A Anvers, la raffinerie que possède le groupe TotalEnergies se passe déjà de pétrole russe depuis plusieurs semaines. "Pour le marché belge, cela fait déjà plusieurs semaines que nous avions anticipé cette situation. Aujourd’hui, nous en sommes à quasi 0% d’importations de pétrole russe", explique Pascal De Crem, porte-parole de TotalEnergies en Belgique. La proximité du port d’Anvers permet au groupe TotalEnergies de se tourner plus aisément vers d’autres sources d’approvisionnement que la Russie. "L’avantage que nous avons avec notre plateforme d’Anvers, avec la raffinerie d’Anvers, c’est que, moyennant quelques adaptations techniques, elle peut recevoir pas mal de qualités de pétrole brut différentes", poursuit Pascal De Crem.

A Anvers, c’est donc l’une des principales raffineries d’Europe qui a tourné le dos au pétrole russe. Et chez TotalEnergies en Belgique, on se montre confiant. "Même si cela dure des semaines et des mois, il n’y aura pas de problèmes. Nous pourrons assurer la production. Il n’y aura pas de pénuries", affirme Pascal De Crem, le porte-parole.

Notons que la raffinerie anversoise de Total alimente aussi les pompes d’autres marques en Belgique. En effet, les deux raffineries implantées sur le sol belge, à Anvers, celle de TotalEnergies et celle du groupe Exxon fournissent aussi les pompes de réseaux concurrents.

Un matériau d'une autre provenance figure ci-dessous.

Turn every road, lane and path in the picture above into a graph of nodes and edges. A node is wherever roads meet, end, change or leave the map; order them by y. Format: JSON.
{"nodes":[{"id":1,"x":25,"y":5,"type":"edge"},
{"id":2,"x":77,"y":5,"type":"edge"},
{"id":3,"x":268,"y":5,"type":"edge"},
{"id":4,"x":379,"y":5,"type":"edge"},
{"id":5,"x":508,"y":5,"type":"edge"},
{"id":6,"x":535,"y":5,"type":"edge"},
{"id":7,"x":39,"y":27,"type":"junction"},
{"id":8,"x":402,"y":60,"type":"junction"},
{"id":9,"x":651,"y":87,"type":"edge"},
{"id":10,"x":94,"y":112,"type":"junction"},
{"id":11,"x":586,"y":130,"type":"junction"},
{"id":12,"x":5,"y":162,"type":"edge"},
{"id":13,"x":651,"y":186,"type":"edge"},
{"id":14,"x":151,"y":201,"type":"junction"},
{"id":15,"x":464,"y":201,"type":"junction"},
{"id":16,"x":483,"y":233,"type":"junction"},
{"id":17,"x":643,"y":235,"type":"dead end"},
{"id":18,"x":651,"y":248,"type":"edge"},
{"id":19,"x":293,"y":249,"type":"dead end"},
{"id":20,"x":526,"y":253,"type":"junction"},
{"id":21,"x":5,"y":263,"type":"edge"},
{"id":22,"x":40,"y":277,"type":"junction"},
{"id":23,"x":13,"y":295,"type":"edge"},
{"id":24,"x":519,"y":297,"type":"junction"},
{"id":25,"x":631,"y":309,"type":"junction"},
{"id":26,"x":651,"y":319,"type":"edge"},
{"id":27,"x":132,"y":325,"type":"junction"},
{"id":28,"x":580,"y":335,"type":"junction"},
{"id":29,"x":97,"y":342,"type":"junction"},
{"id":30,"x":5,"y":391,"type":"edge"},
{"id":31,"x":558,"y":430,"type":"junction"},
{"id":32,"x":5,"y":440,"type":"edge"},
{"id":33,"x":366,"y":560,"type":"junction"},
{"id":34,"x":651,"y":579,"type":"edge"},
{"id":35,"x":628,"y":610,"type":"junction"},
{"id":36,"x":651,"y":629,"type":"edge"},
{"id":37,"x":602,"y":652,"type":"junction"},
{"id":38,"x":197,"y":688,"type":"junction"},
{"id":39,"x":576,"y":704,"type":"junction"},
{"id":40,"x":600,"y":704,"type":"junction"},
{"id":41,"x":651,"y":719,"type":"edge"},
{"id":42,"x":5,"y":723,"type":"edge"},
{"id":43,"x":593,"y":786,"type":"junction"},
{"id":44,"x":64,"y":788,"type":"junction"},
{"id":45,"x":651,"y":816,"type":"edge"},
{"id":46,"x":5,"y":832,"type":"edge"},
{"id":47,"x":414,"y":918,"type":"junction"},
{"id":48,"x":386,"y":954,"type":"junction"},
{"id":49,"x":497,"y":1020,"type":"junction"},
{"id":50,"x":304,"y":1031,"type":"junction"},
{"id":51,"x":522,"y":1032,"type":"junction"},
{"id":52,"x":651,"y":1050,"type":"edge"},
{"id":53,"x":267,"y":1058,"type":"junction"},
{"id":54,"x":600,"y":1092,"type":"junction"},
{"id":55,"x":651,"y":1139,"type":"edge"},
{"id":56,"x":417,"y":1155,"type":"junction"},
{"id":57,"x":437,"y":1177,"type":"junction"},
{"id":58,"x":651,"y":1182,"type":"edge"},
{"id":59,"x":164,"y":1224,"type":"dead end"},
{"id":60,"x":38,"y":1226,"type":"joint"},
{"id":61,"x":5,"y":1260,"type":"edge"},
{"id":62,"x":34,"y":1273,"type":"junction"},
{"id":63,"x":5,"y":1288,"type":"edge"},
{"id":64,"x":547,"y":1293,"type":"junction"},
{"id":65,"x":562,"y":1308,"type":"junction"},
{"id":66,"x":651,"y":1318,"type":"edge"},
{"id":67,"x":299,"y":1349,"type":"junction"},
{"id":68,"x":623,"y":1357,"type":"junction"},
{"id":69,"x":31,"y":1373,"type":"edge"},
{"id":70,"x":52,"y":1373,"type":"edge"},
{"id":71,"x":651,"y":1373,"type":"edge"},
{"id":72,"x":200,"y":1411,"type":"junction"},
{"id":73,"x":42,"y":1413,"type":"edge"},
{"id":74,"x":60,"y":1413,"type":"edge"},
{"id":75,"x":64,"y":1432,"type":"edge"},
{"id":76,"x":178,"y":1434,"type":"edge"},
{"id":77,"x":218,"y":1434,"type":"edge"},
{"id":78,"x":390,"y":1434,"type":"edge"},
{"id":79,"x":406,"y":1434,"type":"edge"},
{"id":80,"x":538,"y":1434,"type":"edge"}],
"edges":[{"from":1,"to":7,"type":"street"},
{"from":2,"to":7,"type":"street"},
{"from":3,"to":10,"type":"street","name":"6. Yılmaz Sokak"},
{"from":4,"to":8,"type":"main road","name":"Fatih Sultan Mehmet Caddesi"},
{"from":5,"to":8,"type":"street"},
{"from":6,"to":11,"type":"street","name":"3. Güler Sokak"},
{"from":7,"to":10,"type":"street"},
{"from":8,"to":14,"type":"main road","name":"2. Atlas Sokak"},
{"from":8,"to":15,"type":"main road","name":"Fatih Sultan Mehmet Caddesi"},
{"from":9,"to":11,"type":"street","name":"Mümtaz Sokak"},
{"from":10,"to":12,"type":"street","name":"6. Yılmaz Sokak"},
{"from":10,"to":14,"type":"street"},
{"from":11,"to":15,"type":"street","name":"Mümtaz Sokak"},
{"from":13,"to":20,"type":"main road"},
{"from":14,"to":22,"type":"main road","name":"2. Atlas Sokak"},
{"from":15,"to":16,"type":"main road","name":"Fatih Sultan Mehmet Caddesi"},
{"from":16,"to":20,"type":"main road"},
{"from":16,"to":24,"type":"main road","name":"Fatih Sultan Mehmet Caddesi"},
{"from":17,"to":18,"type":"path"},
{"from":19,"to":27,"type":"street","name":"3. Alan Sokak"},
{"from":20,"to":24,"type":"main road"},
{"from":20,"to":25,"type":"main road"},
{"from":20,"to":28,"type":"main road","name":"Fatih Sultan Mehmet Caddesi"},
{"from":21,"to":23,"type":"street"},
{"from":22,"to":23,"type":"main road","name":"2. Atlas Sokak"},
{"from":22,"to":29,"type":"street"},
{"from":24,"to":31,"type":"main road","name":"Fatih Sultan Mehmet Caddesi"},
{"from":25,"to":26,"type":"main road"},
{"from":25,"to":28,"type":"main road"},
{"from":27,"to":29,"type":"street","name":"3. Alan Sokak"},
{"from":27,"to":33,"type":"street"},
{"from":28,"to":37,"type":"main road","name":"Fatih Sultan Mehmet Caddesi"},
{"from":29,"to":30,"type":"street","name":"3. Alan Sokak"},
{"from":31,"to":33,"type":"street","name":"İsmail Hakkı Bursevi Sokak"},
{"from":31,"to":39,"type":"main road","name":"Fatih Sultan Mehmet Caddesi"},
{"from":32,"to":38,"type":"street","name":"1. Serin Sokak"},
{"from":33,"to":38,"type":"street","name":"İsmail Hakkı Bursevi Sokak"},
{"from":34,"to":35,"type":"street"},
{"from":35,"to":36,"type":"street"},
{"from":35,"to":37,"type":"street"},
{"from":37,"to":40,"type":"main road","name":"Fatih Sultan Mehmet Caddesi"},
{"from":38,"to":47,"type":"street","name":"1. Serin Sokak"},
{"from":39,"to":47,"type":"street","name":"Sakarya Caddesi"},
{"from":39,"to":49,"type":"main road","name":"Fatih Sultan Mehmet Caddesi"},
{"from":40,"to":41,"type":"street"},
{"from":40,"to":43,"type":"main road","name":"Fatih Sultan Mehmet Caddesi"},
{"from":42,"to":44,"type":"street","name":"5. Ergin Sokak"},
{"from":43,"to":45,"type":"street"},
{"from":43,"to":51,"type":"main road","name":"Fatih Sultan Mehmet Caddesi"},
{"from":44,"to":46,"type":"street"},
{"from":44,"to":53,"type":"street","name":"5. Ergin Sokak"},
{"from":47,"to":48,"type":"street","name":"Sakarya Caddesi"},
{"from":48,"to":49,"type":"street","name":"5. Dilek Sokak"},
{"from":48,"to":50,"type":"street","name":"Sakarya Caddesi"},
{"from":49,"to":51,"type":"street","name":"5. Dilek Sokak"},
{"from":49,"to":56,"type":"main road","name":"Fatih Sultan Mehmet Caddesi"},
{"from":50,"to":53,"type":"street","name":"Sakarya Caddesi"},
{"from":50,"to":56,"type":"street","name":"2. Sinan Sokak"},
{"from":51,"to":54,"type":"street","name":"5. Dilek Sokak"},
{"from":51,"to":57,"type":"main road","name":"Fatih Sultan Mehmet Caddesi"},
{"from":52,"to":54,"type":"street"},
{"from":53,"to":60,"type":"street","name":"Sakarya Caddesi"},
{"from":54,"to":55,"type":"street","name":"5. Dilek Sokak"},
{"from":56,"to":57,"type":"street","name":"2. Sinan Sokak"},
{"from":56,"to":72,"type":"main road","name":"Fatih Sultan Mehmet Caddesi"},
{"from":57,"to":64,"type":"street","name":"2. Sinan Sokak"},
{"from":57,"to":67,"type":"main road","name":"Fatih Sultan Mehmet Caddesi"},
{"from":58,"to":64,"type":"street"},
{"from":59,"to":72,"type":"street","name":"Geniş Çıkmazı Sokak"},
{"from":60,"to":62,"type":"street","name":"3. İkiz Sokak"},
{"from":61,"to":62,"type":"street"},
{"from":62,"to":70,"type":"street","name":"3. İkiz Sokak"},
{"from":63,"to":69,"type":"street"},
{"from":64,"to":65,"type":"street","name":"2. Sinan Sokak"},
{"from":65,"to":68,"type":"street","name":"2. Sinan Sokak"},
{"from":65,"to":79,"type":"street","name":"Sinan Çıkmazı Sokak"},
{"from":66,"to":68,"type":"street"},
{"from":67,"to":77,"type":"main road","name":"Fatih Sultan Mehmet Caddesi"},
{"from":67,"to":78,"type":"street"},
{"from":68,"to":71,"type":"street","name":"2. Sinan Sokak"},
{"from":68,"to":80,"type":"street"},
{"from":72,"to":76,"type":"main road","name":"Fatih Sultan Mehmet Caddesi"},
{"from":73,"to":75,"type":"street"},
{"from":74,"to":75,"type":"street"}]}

Le cas du réseau de pompes Lukoil

Les pompes "Lukoil" sont nombreuses en Belgique. Avec près de 300 stations-service dans le pays, Lukoil s’est implanté à la place de l’ancien réseau "Jet", lui-même descendant des pompes "Seca".

Lukoil, c’est aussi le principal groupe pétrolier russe. En Belgique, Lukoil tient à prendre ses distances avec la Russie et le conflit en Ukraine. "Nous ne sommes, en tant qu’entreprise internationale indépendante, pas sous le coup de sanctions. Nous opérons donc, en ce moment d’une manière normale et nous ne nous attendons pas, pour le moment, à des ruptures d’approvisionnement", nous a communiqué la société Lukoil en Belgique.

Lukoil Belgique explique s’approvisionner en essence et pour la plus grande partie de son diesel dans la zone "ARA", soit la zone comprenant les complexes pétroliers de raffinage d’Amsterdam, Rotterdam et Anvers. Dans cette zone, un tiers du pétrole raffiné vient, pour le moment, de Russie et se mélange à d’autres pétroles venus d’ailleurs dans le monde.

Lukoil ajoute que c’est société de trading basée en Suisse qui gère les achats et les ventes de carburants en provenance de tous les continents. Lukoil Belgique peut aussi compter, pour une partie de son diesel, sur sa propre raffinerie, installée à Flessingue, en Zélande. La "Zeeland Refinery" est détenue à 45% par Lukoil et à 55% par TotalEnergies. Contacté, Lukoil n’a, à ce stade, pas été en mesure de nous communiquer d’où provenait le pétrole raffiné à Flessingue.